Note that this is basically a lazy, streaming algorithm, and where you're losing time is the sunk cost of allocating at least two 24361803-element arrays all in one go, and then probably allocating at least once or twice more or giving up sharing. The very best case for this code, I think, with a very good optimizer and a zillion rewrite rules, will be to roughly match the list version (which can also parallelize very easily).

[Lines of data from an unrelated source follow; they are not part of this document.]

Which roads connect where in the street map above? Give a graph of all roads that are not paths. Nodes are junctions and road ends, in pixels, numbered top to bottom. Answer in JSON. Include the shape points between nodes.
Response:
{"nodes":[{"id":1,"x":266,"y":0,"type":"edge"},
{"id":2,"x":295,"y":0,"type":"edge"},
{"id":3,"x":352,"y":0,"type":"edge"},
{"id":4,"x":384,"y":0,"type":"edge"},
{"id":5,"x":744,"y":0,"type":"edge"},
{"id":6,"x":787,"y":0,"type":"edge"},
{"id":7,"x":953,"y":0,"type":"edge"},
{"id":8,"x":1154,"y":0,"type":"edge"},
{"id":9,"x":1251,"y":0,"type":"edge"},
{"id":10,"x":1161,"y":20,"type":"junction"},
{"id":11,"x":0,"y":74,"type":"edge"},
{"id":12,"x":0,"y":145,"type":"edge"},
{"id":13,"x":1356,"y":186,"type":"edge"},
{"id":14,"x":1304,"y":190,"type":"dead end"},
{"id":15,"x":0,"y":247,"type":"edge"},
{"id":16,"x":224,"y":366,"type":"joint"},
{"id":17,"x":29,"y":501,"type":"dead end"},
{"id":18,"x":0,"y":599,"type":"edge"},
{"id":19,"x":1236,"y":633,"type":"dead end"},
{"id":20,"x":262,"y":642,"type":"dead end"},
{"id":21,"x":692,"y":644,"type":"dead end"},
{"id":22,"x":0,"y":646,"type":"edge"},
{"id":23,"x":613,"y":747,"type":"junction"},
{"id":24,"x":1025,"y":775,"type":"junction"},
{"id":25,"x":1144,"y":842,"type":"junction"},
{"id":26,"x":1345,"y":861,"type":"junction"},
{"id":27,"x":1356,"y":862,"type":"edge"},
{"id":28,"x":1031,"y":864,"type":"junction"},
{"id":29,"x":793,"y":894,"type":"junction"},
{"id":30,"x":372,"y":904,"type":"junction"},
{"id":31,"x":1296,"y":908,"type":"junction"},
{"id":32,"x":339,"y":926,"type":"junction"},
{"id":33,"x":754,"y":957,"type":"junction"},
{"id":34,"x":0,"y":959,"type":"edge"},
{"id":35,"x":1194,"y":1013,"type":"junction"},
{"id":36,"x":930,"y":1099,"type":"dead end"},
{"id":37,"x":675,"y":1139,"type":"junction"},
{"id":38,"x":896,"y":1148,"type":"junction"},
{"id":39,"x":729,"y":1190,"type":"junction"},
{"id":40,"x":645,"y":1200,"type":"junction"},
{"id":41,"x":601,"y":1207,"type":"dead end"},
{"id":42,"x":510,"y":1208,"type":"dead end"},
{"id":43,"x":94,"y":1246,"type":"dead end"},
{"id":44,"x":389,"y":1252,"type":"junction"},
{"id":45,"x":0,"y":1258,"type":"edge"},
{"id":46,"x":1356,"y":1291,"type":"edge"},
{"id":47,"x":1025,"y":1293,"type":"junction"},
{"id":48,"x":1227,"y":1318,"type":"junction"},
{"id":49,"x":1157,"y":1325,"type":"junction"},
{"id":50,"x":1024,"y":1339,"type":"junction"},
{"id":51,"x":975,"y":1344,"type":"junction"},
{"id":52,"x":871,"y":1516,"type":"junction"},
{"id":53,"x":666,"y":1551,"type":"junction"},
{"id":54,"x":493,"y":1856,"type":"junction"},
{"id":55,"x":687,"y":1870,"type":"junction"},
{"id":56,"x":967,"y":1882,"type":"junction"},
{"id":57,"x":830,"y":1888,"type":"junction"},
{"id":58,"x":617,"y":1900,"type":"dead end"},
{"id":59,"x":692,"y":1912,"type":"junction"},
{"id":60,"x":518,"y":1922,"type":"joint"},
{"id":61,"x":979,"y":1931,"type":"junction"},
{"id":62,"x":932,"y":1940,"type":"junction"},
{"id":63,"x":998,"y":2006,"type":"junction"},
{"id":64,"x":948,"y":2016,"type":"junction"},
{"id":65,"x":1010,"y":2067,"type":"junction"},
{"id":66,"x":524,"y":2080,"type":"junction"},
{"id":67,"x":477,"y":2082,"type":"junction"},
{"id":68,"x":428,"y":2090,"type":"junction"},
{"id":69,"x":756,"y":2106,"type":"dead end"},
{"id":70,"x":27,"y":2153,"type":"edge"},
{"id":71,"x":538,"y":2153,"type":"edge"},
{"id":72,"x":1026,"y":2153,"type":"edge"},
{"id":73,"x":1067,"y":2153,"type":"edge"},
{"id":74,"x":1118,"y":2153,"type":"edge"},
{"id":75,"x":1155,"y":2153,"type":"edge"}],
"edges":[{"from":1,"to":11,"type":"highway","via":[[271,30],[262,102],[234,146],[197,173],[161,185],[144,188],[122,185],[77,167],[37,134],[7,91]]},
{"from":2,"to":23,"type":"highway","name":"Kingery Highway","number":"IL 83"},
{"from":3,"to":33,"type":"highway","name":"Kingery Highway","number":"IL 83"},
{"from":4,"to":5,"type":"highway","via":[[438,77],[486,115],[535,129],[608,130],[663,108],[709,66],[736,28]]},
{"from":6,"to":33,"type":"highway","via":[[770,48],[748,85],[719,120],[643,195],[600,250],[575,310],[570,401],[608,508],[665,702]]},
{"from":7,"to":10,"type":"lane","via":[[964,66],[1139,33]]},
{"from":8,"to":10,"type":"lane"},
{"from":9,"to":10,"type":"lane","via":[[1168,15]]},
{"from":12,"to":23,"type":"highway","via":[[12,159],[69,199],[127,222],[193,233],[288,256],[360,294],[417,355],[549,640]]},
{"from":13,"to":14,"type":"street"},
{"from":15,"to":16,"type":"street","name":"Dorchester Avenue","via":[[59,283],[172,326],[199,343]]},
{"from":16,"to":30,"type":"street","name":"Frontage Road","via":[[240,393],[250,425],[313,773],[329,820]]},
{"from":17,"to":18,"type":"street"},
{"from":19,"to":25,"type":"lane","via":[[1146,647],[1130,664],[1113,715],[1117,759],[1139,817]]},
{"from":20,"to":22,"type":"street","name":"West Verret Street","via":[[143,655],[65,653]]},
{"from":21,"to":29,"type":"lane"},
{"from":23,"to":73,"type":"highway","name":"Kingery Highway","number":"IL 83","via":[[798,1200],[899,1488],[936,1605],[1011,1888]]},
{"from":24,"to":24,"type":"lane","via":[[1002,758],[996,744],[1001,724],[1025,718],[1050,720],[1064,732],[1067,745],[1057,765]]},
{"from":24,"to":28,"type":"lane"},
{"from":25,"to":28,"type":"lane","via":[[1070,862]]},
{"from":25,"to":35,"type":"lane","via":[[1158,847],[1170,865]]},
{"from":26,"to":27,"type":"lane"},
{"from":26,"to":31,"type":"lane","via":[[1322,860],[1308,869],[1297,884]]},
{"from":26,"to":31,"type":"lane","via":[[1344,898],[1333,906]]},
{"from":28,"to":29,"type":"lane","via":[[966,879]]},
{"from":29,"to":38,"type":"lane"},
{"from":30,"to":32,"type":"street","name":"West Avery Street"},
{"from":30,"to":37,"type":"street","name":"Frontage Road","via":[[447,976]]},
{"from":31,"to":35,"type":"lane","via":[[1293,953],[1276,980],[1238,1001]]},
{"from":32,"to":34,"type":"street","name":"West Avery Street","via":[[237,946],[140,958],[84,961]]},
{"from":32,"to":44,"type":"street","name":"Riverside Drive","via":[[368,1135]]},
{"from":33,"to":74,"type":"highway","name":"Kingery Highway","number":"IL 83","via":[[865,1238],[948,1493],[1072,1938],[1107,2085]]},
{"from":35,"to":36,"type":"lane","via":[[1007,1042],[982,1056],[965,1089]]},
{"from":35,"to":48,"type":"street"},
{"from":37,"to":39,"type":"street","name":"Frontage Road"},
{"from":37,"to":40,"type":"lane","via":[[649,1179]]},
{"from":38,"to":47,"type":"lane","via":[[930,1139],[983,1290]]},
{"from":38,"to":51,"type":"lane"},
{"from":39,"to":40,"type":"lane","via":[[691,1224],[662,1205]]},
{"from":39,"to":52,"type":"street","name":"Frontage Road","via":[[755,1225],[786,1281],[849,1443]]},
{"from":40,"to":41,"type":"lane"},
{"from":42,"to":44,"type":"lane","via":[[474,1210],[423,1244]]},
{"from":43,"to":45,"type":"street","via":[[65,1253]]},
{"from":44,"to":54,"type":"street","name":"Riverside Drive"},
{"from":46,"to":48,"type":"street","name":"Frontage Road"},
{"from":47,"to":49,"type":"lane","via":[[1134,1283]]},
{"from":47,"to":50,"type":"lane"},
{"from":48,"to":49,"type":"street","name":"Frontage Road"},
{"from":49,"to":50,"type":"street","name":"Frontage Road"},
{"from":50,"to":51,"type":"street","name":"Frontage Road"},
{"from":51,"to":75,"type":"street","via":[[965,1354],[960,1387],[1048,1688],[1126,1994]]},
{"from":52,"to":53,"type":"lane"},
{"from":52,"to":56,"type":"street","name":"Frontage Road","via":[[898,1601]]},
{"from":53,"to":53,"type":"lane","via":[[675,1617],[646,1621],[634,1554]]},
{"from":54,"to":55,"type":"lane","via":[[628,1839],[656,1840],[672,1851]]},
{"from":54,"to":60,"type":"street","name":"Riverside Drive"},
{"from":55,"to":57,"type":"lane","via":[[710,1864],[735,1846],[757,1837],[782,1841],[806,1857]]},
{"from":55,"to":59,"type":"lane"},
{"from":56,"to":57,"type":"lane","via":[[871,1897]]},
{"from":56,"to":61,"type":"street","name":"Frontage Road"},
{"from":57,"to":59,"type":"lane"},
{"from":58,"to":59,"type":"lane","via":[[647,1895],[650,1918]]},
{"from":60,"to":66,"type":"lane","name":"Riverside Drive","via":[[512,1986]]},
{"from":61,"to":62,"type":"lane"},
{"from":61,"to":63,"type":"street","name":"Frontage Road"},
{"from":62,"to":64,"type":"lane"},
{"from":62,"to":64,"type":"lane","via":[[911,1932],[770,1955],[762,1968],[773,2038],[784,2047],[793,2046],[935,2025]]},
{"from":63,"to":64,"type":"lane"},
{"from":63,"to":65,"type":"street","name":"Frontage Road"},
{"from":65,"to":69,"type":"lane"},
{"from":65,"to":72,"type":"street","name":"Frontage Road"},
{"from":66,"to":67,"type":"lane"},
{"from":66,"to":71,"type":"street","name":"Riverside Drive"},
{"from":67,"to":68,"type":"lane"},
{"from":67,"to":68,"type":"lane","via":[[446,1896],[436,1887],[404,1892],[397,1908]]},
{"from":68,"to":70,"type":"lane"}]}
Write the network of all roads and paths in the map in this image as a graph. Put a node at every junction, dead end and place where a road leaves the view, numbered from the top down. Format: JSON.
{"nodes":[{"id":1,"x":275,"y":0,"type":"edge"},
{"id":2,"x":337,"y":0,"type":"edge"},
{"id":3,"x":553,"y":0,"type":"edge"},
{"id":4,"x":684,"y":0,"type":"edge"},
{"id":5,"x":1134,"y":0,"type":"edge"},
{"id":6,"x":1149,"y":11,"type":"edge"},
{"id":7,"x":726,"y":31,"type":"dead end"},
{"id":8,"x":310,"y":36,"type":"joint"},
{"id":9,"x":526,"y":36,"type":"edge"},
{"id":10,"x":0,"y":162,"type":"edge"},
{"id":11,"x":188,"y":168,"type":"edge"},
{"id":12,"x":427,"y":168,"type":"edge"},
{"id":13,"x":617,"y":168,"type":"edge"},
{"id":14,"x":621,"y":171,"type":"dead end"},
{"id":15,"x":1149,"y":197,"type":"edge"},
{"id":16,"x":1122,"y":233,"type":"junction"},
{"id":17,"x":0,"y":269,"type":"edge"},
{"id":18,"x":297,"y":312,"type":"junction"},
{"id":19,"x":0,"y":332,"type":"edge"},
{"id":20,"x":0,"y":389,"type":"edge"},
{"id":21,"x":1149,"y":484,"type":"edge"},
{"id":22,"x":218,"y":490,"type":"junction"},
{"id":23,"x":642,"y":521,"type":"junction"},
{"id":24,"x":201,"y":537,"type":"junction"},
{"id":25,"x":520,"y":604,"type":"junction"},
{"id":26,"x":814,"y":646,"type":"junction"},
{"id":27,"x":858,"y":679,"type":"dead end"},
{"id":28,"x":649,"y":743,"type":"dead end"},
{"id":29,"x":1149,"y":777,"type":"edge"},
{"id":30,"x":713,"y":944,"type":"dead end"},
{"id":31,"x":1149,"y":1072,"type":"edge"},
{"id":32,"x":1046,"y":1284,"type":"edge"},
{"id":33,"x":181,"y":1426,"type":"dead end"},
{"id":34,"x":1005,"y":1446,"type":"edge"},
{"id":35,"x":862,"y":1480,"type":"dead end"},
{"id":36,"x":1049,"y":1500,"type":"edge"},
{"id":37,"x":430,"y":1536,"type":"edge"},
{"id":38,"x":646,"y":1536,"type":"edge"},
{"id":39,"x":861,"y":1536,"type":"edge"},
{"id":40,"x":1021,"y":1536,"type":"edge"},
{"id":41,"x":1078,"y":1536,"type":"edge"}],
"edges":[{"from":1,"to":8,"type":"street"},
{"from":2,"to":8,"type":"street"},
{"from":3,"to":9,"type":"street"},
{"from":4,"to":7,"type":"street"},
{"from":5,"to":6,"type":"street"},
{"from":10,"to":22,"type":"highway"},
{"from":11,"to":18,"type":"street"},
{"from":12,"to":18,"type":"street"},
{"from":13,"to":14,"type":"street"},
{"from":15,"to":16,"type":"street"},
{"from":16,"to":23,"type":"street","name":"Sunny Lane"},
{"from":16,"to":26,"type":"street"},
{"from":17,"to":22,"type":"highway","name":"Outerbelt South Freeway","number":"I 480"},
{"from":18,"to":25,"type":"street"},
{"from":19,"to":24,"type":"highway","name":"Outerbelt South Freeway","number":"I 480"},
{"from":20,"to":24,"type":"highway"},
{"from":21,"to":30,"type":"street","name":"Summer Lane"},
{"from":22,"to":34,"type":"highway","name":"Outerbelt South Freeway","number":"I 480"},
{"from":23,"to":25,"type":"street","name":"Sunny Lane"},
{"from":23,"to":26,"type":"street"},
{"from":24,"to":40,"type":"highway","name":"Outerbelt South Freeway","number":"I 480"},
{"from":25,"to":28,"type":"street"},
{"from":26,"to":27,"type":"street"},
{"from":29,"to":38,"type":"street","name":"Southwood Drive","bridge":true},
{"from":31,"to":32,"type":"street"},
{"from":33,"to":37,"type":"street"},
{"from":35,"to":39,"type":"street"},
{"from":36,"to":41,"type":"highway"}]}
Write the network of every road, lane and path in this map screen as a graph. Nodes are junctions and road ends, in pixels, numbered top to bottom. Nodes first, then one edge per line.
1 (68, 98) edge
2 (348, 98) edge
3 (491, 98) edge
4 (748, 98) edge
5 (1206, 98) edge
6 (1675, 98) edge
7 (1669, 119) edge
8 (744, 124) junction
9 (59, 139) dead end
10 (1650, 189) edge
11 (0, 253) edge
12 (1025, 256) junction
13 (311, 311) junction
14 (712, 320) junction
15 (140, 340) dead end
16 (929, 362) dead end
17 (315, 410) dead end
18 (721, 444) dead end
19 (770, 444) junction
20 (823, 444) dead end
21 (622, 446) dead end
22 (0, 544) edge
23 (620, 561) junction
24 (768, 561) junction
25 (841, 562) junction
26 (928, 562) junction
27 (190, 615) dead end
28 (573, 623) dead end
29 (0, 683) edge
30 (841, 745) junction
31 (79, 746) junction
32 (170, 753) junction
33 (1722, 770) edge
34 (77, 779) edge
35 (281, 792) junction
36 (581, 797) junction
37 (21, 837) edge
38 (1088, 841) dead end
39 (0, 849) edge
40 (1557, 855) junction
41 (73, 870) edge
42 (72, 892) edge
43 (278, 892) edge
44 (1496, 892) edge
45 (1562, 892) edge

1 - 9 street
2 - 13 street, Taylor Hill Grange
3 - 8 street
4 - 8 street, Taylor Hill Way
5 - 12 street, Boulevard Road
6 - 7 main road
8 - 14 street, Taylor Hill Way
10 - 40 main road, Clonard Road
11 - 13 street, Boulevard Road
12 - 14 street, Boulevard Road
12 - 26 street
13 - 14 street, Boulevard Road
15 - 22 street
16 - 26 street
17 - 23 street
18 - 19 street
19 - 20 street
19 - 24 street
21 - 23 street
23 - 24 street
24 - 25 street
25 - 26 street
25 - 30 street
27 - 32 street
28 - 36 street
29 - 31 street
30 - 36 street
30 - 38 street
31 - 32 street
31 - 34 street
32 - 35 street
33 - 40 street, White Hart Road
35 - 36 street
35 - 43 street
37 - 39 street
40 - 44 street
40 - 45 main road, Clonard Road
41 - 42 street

I think dons is right that Ben & co. will be interested in this benchmark, but my overwhelming suspicion is that this is not a good use case for a strict array library, and my suspicion is that matlab is hiding some clever optimizations behind its ngrid function (optimizations, I'll grant, which it might be useful to port to repa).]

Edit:

Here's a quick and dirty way to parallelize the list code. Import Control.Parallel.Strategies and then write numberInsideParticles as:

numberInsideParticles particles coords = length $ filter id $     withStrategy (parListChunk 2000 rseq) $ P.map (insideParticles particles) coords

This shows good speedup as we scale up cores (12s at one core to 3.7s at 8), but the overhead of spark creation means that even a 8 cores we only match the single core non-parallel version. I tried a few alternate strategies and got similar results. Again, I'm not sure how much better we can possibly do than a single-threaded list version here. Since the computations on each individual particle are so cheap, we're mainly stressing allocation, not computation. The big win on something like this I imagine would be vectorized computation more than anything else, and as far as I know that pretty much requires hand-coding.

Also note that the parallel version spends roughly 70% of its time in GC, while the one-core version spend 1% of its time there (i.e. the allocation is, to the extent possible, is effectively fused away.).